Whisk together the sugar, cornstarch, and salt in a saucepan. Pour ¼ cup of the milk into the sugar mixture, stirring to form a smooth paste. Whisk in the remaining milk and the egg yolks. Cook the pudding mixture over low heat, stirring continuously with a wooden spoon until thickened, about 15 minutes. Do not allow it to boil. Remove from heat and stir in the butter and vanilla. Scrape the pudding into a bowl. Cover with plastic wrap, pressing the surface to make an airtight seal and prevent a skin from forming. Refrigerate until well chilled, about 1 hour.
I cut back on the sugar slightly and used a bit of cream for part of the milk. The pudding was far too stiff! The recipe might work well for banana cream pie but lacks the soft, creamy consistency my family prefers in a pudding. I would use this for pie, increasing the milk by 1/4 to 1/3 cup. For a regular pudding I would either eliminate one of the egg yolks or increase the milk by 1/2 cup.

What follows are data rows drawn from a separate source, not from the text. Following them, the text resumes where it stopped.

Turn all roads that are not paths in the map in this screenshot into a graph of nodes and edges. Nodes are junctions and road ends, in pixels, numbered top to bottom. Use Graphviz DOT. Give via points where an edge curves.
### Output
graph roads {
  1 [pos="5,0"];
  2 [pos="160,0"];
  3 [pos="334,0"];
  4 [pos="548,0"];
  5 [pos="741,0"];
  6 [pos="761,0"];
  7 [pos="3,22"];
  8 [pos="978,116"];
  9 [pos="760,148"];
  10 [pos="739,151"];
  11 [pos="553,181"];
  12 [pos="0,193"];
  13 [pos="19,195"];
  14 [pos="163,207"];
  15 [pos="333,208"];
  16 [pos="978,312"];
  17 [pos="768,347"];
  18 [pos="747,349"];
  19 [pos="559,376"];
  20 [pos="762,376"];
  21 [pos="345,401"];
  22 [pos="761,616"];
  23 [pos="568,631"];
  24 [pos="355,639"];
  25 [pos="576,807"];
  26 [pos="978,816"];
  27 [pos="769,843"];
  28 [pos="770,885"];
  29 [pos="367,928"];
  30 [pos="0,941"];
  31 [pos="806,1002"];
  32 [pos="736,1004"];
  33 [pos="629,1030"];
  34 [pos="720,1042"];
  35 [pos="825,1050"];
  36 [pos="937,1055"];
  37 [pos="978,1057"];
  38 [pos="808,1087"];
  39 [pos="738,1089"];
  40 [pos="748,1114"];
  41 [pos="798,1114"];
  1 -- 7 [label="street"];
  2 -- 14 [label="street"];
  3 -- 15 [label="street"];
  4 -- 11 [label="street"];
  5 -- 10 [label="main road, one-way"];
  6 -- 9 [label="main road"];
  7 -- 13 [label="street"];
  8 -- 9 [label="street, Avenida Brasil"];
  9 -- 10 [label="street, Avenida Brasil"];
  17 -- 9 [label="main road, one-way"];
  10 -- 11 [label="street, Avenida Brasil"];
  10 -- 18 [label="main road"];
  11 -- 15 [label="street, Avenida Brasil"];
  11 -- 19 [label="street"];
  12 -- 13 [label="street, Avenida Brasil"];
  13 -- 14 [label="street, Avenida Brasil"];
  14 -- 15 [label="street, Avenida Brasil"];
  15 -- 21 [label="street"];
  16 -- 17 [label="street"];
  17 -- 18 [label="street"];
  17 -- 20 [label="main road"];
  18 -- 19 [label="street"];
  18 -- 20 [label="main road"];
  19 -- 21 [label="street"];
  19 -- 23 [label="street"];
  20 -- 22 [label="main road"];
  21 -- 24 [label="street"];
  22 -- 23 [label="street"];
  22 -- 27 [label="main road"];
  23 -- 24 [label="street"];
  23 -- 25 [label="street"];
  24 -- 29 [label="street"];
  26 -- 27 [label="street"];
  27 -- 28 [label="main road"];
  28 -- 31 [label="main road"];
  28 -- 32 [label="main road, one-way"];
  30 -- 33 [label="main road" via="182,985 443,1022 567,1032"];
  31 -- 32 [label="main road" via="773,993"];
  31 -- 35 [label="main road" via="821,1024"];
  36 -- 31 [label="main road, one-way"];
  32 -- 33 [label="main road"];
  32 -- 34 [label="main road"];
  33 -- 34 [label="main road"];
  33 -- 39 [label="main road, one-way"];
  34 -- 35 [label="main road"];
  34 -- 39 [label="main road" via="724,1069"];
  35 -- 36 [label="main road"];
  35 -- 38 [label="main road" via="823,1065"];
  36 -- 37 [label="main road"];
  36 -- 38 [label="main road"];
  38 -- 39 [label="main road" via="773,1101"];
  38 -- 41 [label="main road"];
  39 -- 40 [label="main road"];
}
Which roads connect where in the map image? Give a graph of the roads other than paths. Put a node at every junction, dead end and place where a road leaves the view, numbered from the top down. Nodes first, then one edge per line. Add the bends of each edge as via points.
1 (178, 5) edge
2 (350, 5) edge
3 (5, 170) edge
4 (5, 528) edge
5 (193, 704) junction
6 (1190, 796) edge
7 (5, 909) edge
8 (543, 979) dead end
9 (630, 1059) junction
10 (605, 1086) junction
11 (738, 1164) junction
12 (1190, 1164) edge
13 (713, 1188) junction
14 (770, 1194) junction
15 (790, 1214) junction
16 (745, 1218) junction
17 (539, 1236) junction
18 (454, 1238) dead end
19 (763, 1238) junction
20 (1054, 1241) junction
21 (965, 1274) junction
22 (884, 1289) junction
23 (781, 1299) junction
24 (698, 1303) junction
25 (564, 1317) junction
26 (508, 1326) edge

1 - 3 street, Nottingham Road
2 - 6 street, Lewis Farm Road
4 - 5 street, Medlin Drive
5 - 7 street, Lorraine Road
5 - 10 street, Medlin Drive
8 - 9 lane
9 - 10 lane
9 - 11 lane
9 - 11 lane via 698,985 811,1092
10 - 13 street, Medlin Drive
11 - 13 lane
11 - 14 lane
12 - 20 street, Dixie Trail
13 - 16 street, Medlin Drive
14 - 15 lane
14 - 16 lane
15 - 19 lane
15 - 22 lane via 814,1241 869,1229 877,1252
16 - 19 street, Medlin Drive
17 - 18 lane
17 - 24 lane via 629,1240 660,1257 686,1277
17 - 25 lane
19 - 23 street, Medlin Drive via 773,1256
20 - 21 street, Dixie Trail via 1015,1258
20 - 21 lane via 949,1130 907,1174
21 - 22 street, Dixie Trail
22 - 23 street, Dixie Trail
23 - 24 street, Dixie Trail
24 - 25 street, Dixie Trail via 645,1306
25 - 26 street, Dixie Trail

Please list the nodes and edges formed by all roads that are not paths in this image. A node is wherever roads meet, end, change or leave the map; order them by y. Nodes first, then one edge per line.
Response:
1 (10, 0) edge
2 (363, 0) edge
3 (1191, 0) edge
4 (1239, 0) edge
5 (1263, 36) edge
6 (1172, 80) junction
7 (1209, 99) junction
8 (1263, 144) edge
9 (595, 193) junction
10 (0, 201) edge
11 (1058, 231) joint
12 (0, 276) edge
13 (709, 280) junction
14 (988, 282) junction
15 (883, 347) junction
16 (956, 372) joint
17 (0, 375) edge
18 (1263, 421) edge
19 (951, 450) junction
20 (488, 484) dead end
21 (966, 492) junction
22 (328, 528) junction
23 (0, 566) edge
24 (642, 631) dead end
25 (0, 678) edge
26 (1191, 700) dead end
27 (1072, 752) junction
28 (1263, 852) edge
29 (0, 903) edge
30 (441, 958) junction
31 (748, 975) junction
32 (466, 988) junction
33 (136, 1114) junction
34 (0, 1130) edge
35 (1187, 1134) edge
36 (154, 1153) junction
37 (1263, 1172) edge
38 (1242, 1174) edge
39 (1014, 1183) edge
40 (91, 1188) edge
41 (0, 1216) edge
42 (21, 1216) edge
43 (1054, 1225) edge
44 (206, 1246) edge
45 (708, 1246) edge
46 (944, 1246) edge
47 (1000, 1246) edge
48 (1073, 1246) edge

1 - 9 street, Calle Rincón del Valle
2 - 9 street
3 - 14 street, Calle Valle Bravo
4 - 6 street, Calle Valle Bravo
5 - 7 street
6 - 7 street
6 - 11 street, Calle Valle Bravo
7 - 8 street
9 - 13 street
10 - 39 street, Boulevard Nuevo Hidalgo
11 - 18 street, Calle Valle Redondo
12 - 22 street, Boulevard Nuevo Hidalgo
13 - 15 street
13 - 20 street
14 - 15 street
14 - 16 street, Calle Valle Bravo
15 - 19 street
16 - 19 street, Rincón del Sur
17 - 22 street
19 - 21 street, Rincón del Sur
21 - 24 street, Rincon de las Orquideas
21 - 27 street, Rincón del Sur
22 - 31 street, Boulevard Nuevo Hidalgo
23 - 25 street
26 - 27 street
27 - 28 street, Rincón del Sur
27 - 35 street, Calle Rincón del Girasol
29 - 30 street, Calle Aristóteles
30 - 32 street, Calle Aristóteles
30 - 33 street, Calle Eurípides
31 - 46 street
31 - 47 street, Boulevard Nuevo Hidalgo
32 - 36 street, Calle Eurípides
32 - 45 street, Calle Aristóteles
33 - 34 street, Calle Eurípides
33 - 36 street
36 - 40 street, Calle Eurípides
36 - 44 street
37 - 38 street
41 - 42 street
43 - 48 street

I made this for the banana cream pie. This turned out beautifully, and I'll make it again for sure. I cut the sugar to 1/4 cups as suggested by other reviewer, and I used low fat milk, which worked out fine. I did add an additonal tbs of cornstarch to compensate for the milk, and it thickened perfectly. I forgot to add the butter at the end and didn't realize until it was already chilled, but it tasted so great, I doubt I'll add it next time--why mess with a good thing and add the extra fat?
I made this recipe for my family, exactly the way it tells you in the recipe. It was the easiest pudding recipe I have ever made. Adding all the ingredients before putting it over the burner made it fool proof! We added shredded unsweetened coconut to ours, and even though it was all wonderful it seemed a little too sweet. Will make this again!